2) We increasingly have to issue more debt to keep up with the declining benefit of the “Trade”, lest aggregate demand plunge.

3) Over time we consume more rather than adding productive investment capacity. This lowers debt productivity over time (debt productivity is how much GDP we get for an additional $ of debt, or the ratio of GDP growth relative to debt growth). If an additional dollar of debt created a dollar of GDP, or anything close, it would be more or less like the textbooks claim – a tradeoff in the temporal preferences of the creditor and debtor. And, when debt productivity is high, we are transforming and extending wealth into different forms of future wealth (energy into productive factories etc). But when debt productivity is low (or approaching zero as is the case now), new debt is really just an exchange of wealth for income. This is happening now in all nations of the world to varying degrees. E.g. since 2008, G7 nations have added 1 trillion in nominal GDP, but at a cost of increasing debt by $18 trillion – and this doesn’t include off balance sheet guarantees.

Debt can thus be viewed two ways – 1) from a wealth inequality perspective, for every debtor there is a creditor – a zero sum game, 2) all claims (debts) are relative to the energy and natural resources required to a) service them and b) pay off the principle. (So, think 2 Italians: Gini and Ponzi.)

11. Energy measured in energy terms is the cost of capital

The cost of finite natural resources measured in energy terms is our real cost of capital. In the short and intermediate run, dollars function as energy, as we can use them to contract and pay for anything we want, including energy and energy production. They SEEM like the limiters. But in the long run, accelerating credit creation obscures the engine of the whole enterprise – the ‘burning of the energy’. Credit cannot create energy, but it does allow continued energy extraction and much (needed) higher prices than were credit unavailable. At some point in the past 40 years we crossed a threshold of ‘not enough money’ in the system to ‘not enough cheap energy’ in the system, which in turn necessitated even more money. After this point, new credit increasingly added gross energy masking declines in our true cost of capital (net energy/EROI). Though its hard to imagine, if society had disallowed debt circa 1975 (e.g. required banks to have 100% Tier 2 capital and reserves) OR if we had some natural resource tether – like gold – to our money supply since then, global oil production and GDP would likely have peaked 20-30 years ago (and we’d have a lot more of the sub 50$ tranche left). As such, focus on oil and gas production numbers isn’t too helpful without incorporating credit forecasts and integrating affordability for societies at different price tranches.

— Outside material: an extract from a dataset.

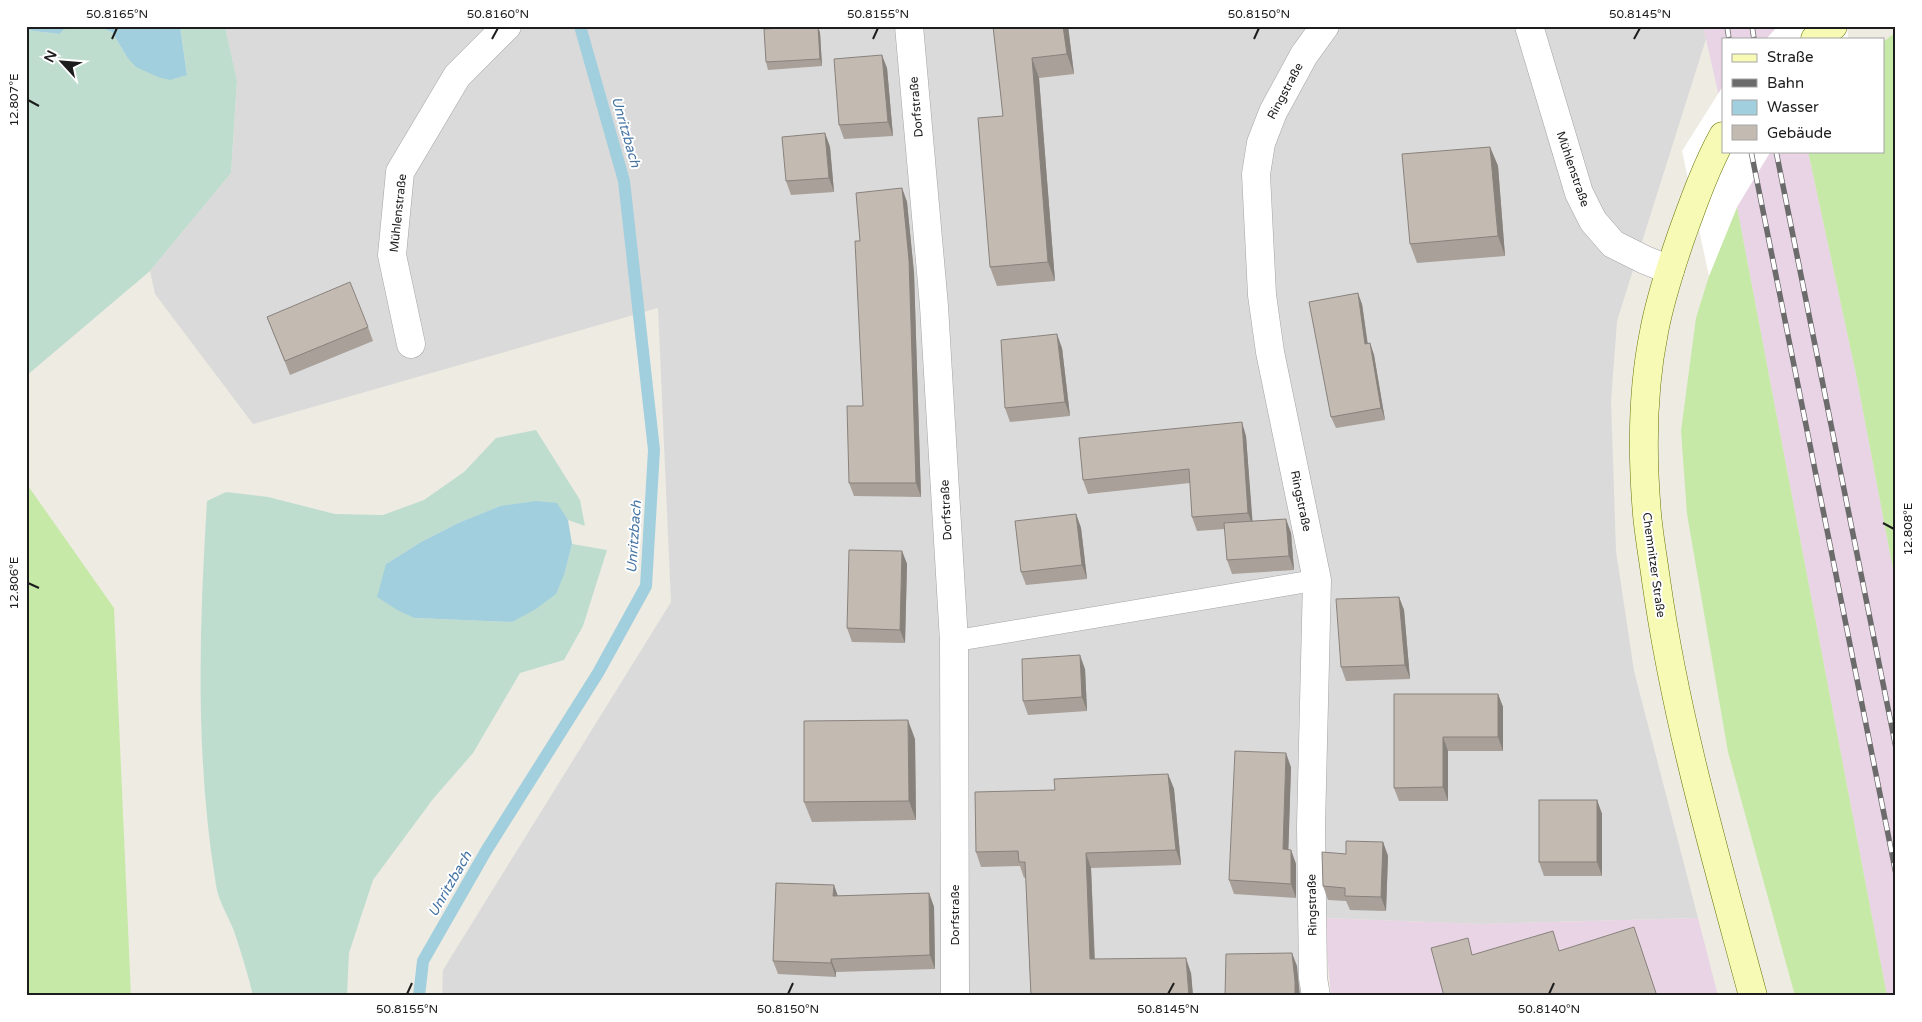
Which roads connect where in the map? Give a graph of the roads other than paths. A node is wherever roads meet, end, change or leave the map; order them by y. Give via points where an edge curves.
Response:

An example might make this clearer: imagine 3,000 helicopters each dropped a billion dollars of cash in different communities across the country (that’s $3 Trillion ). Citizens that get there first would stuff their backpacks and become millionaires overnight, lots of others would have significant spending money, a larger number would get a few random hundreds stuck in fences, or cracks, and a large % of the population, not near the dropzone, would get nothing. The net effect of this would be to drive up energy use as the new rich would buy cars and take trips and generally consume more. EROI of the nations oil fields wouldn’t change, but oil companies would get a higher price for the now harder to find oil because the economy would be stronger, despite the fact that those $3 trillion came from thin air (or next to it). So, debt went up, GDP went up, oil prices went up, EROI stayed the same, a few people got richer, and a large % of people got little to nothing. This is pretty much what is happening today in the developed world.

Natural systems can perhaps grow 2-3% per year (standing forests in USA increase their volume by 2.6% per year). This can be increased via technology, extraction of principle (fossil carbon), debt, or some combination. If via technology, we are accessing energy we might not have been able to access in the future. If we use debt, we are diverting energy that would have been accessible in the future to today by increasing its affordability via handouts/guarantees and increasing the price that energy producers receive for it. In this fashion debt functions similarly to technology in oil extraction. Neither one is ‘bad’, but both favor immediate consumption on an assumption they will be repeated in continued iterations in the future.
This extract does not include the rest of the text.